Within the entries below, find every line that has the string "Vukomerička", then copy it.

BEGIN

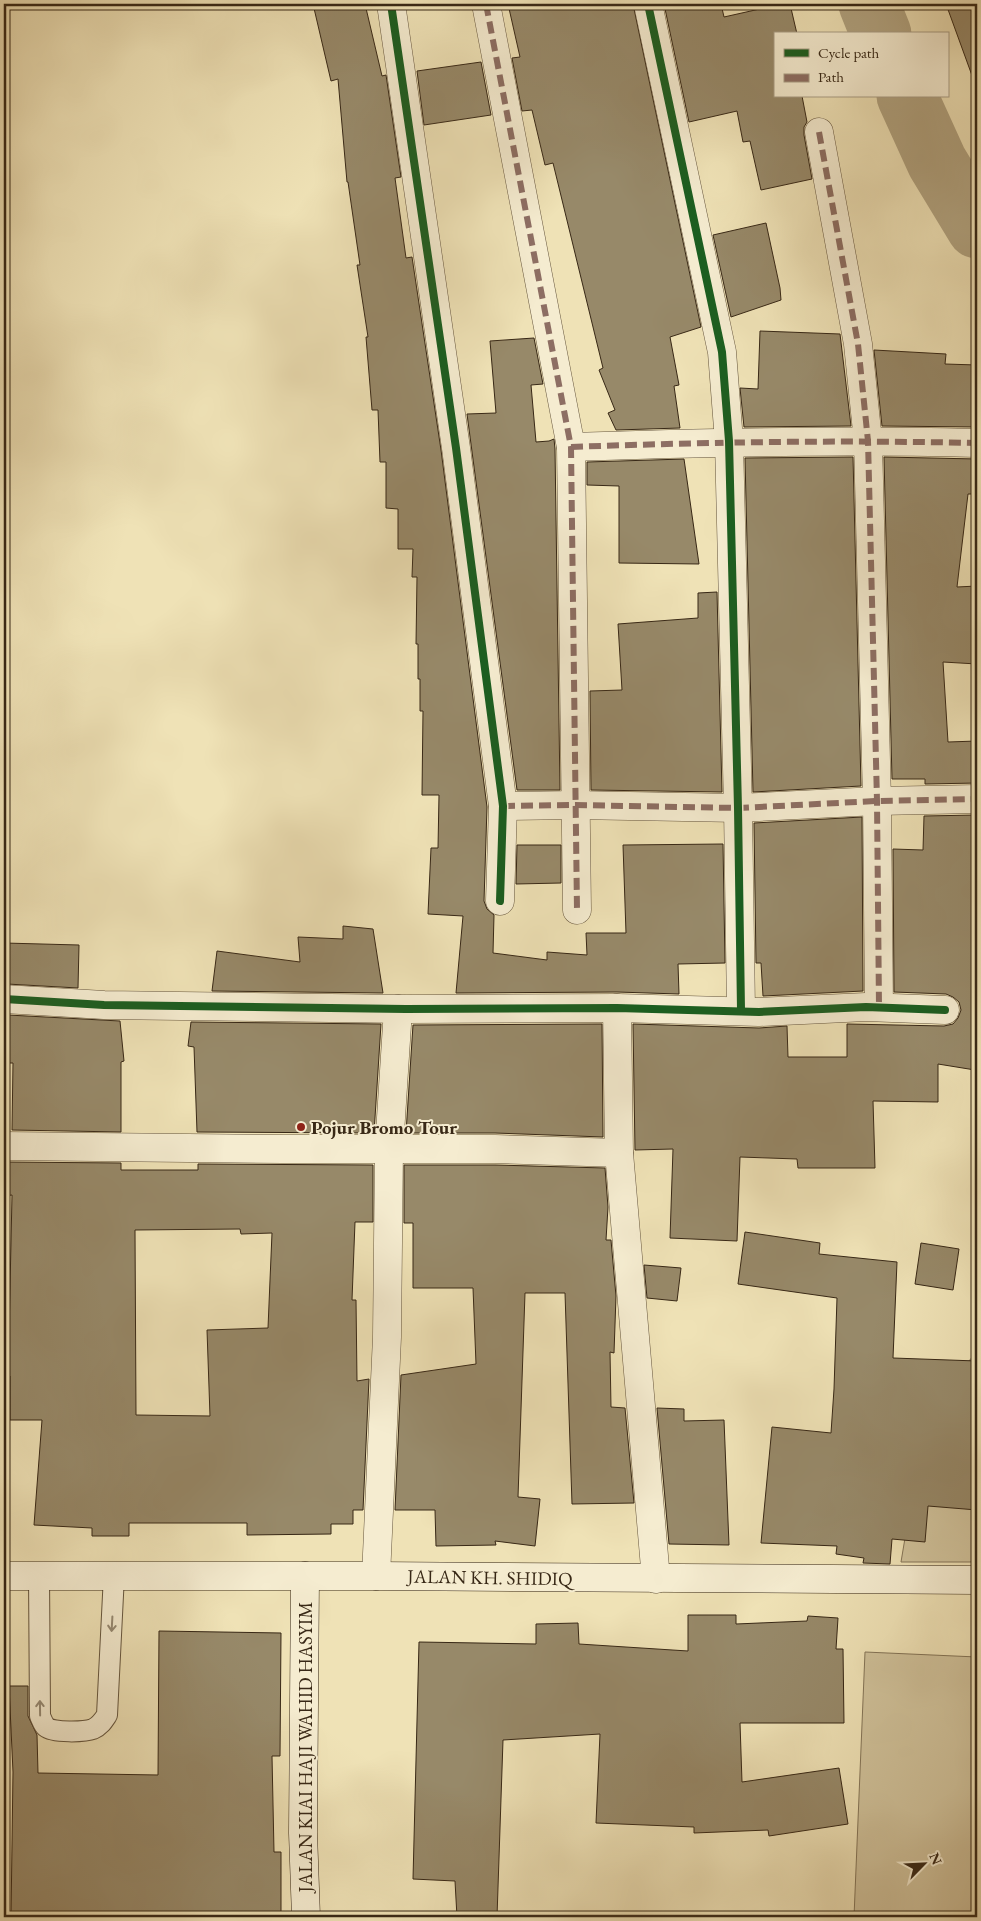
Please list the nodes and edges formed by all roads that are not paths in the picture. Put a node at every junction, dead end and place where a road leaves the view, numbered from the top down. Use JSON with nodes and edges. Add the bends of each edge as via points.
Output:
{"nodes":[{"id":1,"x":391,"y":4,"type":"edge"},
{"id":2,"x":486,"y":4,"type":"edge"},
{"id":3,"x":648,"y":4,"type":"edge"},
{"id":4,"x":818,"y":132,"type":"dead end"},
{"id":5,"x":868,"y":440,"type":"junction"},
{"id":6,"x":729,"y":441,"type":"junction"},
{"id":7,"x":977,"y":443,"type":"edge"},
{"id":8,"x":571,"y":447,"type":"junction"},
{"id":9,"x":977,"y":800,"type":"edge"},
{"id":10,"x":877,"y":801,"type":"junction"},
{"id":11,"x":576,"y":805,"type":"junction"},
{"id":12,"x":503,"y":806,"type":"junction"},
{"id":13,"x":738,"y":808,"type":"junction"},
{"id":14,"x":500,"y":901,"type":"dead end"},
{"id":15,"x":577,"y":910,"type":"dead end"},
{"id":16,"x":4,"y":999,"type":"edge"},
{"id":17,"x":879,"y":1007,"type":"junction"},
{"id":18,"x":617,"y":1008,"type":"junction"},
{"id":19,"x":398,"y":1009,"type":"junction"},
{"id":20,"x":741,"y":1010,"type":"junction"},
{"id":21,"x":945,"y":1010,"type":"dead end"},
{"id":22,"x":4,"y":1146,"type":"edge"},
{"id":23,"x":389,"y":1148,"type":"junction"},
{"id":24,"x":619,"y":1153,"type":"junction"},
{"id":25,"x":39,"y":1575,"type":"junction"},
{"id":26,"x":114,"y":1575,"type":"junction"},
{"id":27,"x":4,"y":1576,"type":"edge"},
{"id":28,"x":305,"y":1576,"type":"junction"},
{"id":29,"x":376,"y":1576,"type":"junction"},
{"id":30,"x":656,"y":1579,"type":"junction"},
{"id":31,"x":977,"y":1580,"type":"edge"},
{"id":32,"x":306,"y":1917,"type":"edge"}],
"edges":[{"from":1,"to":12,"type":"street","via":[[456,448]]},
{"from":2,"to":8,"type":"street"},
{"from":3,"to":6,"type":"street","via":[[722,352]]},
{"from":4,"to":5,"type":"street","via":[[858,344]]},
{"from":5,"to":6,"type":"street"},
{"from":5,"to":7,"type":"street"},
{"from":5,"to":10,"type":"street"},
{"from":6,"to":8,"type":"street"},
{"from":6,"to":13,"type":"street"},
{"from":8,"to":11,"type":"street"},
{"from":9,"to":10,"type":"street"},
{"from":10,"to":13,"type":"street"},
{"from":10,"to":17,"type":"street"},
{"from":11,"to":12,"type":"street"},
{"from":11,"to":13,"type":"street"},
{"from":11,"to":15,"type":"street"},
{"from":12,"to":14,"type":"street"},
{"from":13,"to":20,"type":"street"},
{"from":16,"to":19,"type":"street","via":[[104,1005]]},
{"from":17,"to":20,"type":"street"},
{"from":17,"to":21,"type":"street"},
{"from":18,"to":19,"type":"street"},
{"from":18,"to":20,"type":"street"},
{"from":18,"to":24,"type":"street"},
{"from":19,"to":23,"type":"street"},
{"from":22,"to":23,"type":"street"},
{"from":23,"to":24,"type":"street"},
{"from":23,"to":29,"type":"street","via":[[387,1337]]},
{"from":24,"to":30,"type":"street"},
{"from":25,"to":26,"type":"street","name":"JALAN KH. SHIDIQ"},
{"from":26,"to":25,"type":"lane","one_way":true,"via":[[107,1715],[102,1724],[92,1730],[79,1731],[53,1730],[45,1726],[40,1716]]},
{"from":25,"to":27,"type":"street","name":"JALAN KH. SHIDIQ"},
{"from":26,"to":28,"type":"street","name":"JALAN KH. SHIDIQ"},
{"from":28,"to":29,"type":"street","name":"JALAN KH. SHIDIQ"},
{"from":28,"to":32,"type":"street","name":"JALAN KIAI HAJI WAHID HASYIM","via":[[303,1832]]},
{"from":29,"to":30,"type":"street","name":"JALAN KH. SHIDIQ"},
{"from":30,"to":31,"type":"street","name":"JALAN KH. SHIDIQ"}]}
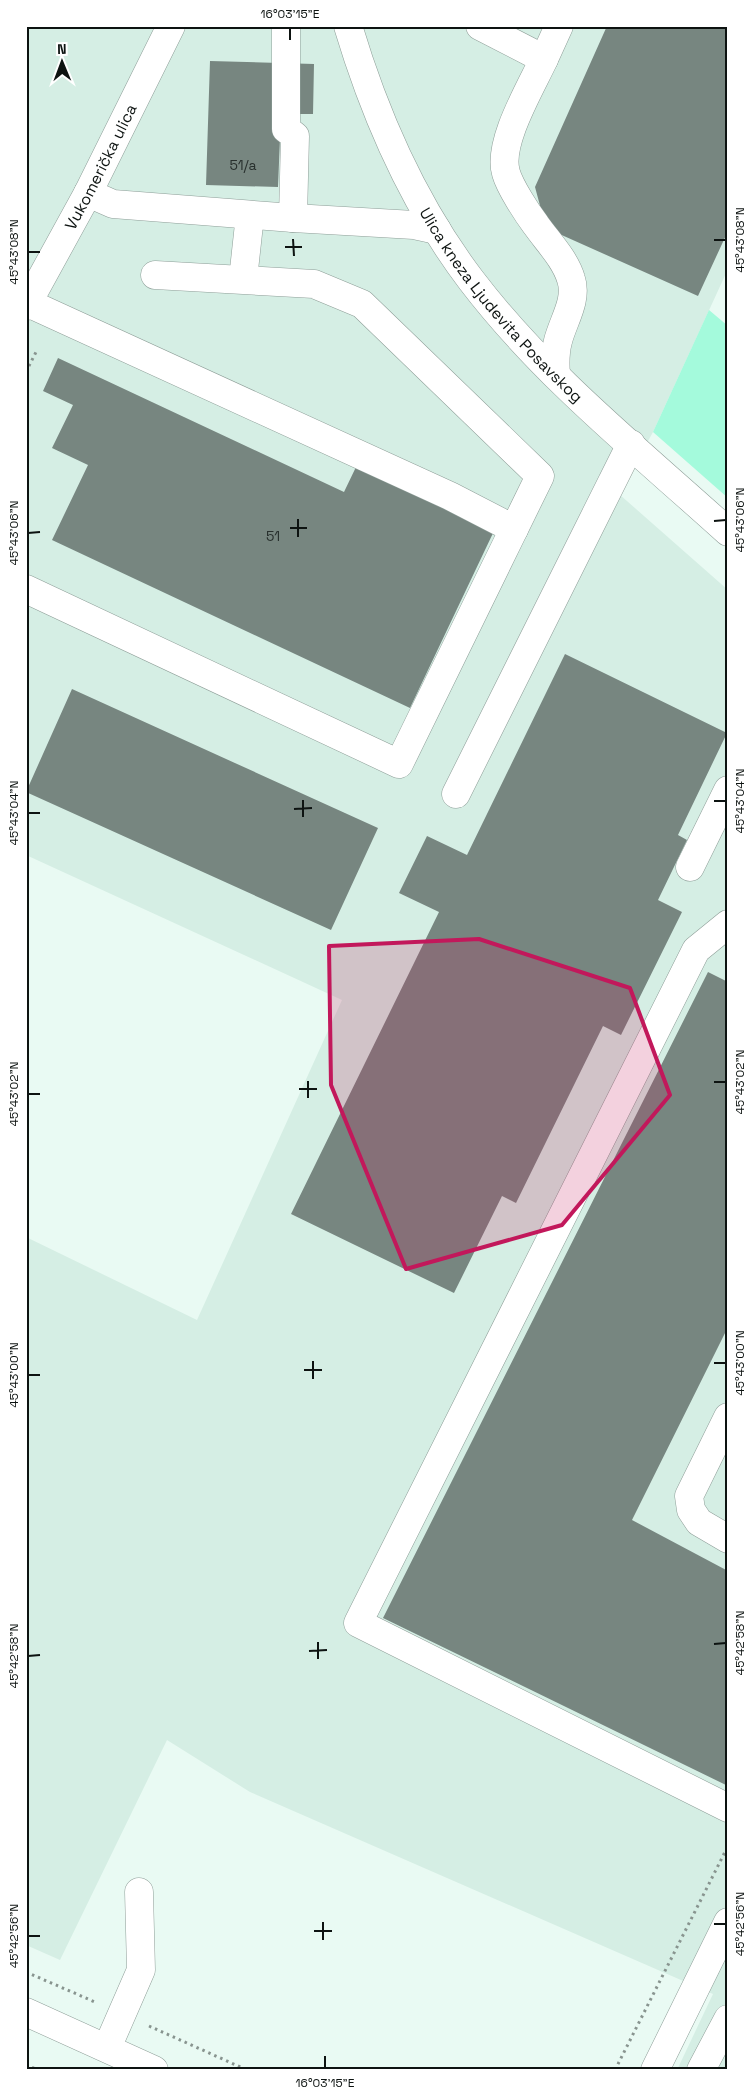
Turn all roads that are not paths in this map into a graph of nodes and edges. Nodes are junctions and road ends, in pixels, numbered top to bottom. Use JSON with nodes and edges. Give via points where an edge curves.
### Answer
{"nodes":[{"id":1,"x":171,"y":26,"type":"edge"},
{"id":2,"x":286,"y":26,"type":"edge"},
{"id":3,"x":348,"y":26,"type":"edge"},
{"id":4,"x":480,"y":26,"type":"edge"},
{"id":5,"x":559,"y":26,"type":"edge"},
{"id":6,"x":544,"y":59,"type":"junction"},
{"id":7,"x":88,"y":193,"type":"junction"},
{"id":8,"x":250,"y":215,"type":"junction"},
{"id":9,"x":293,"y":218,"type":"junction"},
{"id":10,"x":437,"y":230,"type":"junction"},
{"id":11,"x":155,"y":275,"type":"dead end"},
{"id":12,"x":243,"y":280,"type":"junction"},
{"id":13,"x":27,"y":305,"type":"edge"},
{"id":14,"x":556,"y":374,"type":"junction"},
{"id":15,"x":631,"y":444,"type":"junction"},
{"id":16,"x":514,"y":529,"type":"junction"},
{"id":17,"x":728,"y":532,"type":"edge"},
{"id":18,"x":26,"y":589,"type":"edge"},
{"id":19,"x":728,"y":790,"type":"edge"},
{"id":20,"x":456,"y":794,"type":"dead end"},
{"id":21,"x":690,"y":867,"type":"dead end"},
{"id":22,"x":728,"y":924,"type":"edge"},
{"id":23,"x":728,"y":1417,"type":"edge"},
{"id":24,"x":728,"y":1539,"type":"edge"},
{"id":25,"x":728,"y":1808,"type":"edge"},
{"id":26,"x":138,"y":1892,"type":"dead end"},
{"id":27,"x":728,"y":1922,"type":"edge"},
{"id":28,"x":26,"y":2012,"type":"edge"},
{"id":29,"x":728,"y":2019,"type":"edge"},
{"id":30,"x":106,"y":2048,"type":"junction"},
{"id":31,"x":154,"y":2070,"type":"edge"},
{"id":32,"x":655,"y":2070,"type":"edge"},
{"id":33,"x":702,"y":2070,"type":"edge"}],
"edges":[{"from":1,"to":7,"type":"main road","name":"Vukomerička ulica"},
{"from":2,"to":9,"type":"main road","via":[[286,129],[295,136]]},
{"from":3,"to":10,"type":"main road","name":"Ulica kneza Ljudevita Posavskog","via":[[375,107],[399,161]]},
{"from":4,"to":6,"type":"main road"},
{"from":5,"to":6,"type":"main road"},
{"from":6,"to":14,"type":"main road","via":[[509,133],[505,155],[506,172],[528,215],[566,266],[572,280],[570,310],[558,342]]},
{"from":7,"to":8,"type":"main road","via":[[113,204]]},
{"from":7,"to":13,"type":"main road","name":"Vukomerička ulica"},
{"from":8,"to":9,"type":"main road"},
{"from":8,"to":12,"type":"main road"},
{"from":9,"to":10,"type":"main road","via":[[414,225]]},
{"from":10,"to":14,"type":"main road","name":"Ulica kneza Ljudevita Posavskog","via":[[476,287],[509,327]]},
{"from":11,"to":12,"type":"main road"},
{"from":12,"to":16,"type":"main road","via":[[314,284],[362,304],[540,476]]},
{"from":13,"to":16,"type":"main road","via":[[450,496]]},
{"from":14,"to":15,"type":"main road","name":"Ulica kneza Ljudevita Posavskog"},
{"from":15,"to":17,"type":"main road","name":"Ulica kneza Ljudevita Posavskog"},
{"from":15,"to":20,"type":"main road"},
{"from":16,"to":18,"type":"main road","via":[[399,764]]},
{"from":19,"to":21,"type":"main road"},
{"from":22,"to":25,"type":"main road","via":[[696,950],[358,1623]]},
{"from":23,"to":24,"type":"main road","via":[[689,1496],[691,1510],[699,1522]]},
{"from":26,"to":30,"type":"main road","via":[[141,1970]]},
{"from":27,"to":32,"type":"main road"},
{"from":28,"to":30,"type":"main road"},
{"from":29,"to":33,"type":"main road"},
{"from":30,"to":31,"type":"main road"}]}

END

| Written answer |
"edges":[{"from":1,"to":7,"type":"main road","name":"Vukomerička ulica"},
{"from":7,"to":13,"type":"main road","name":"Vukomerička ulica"},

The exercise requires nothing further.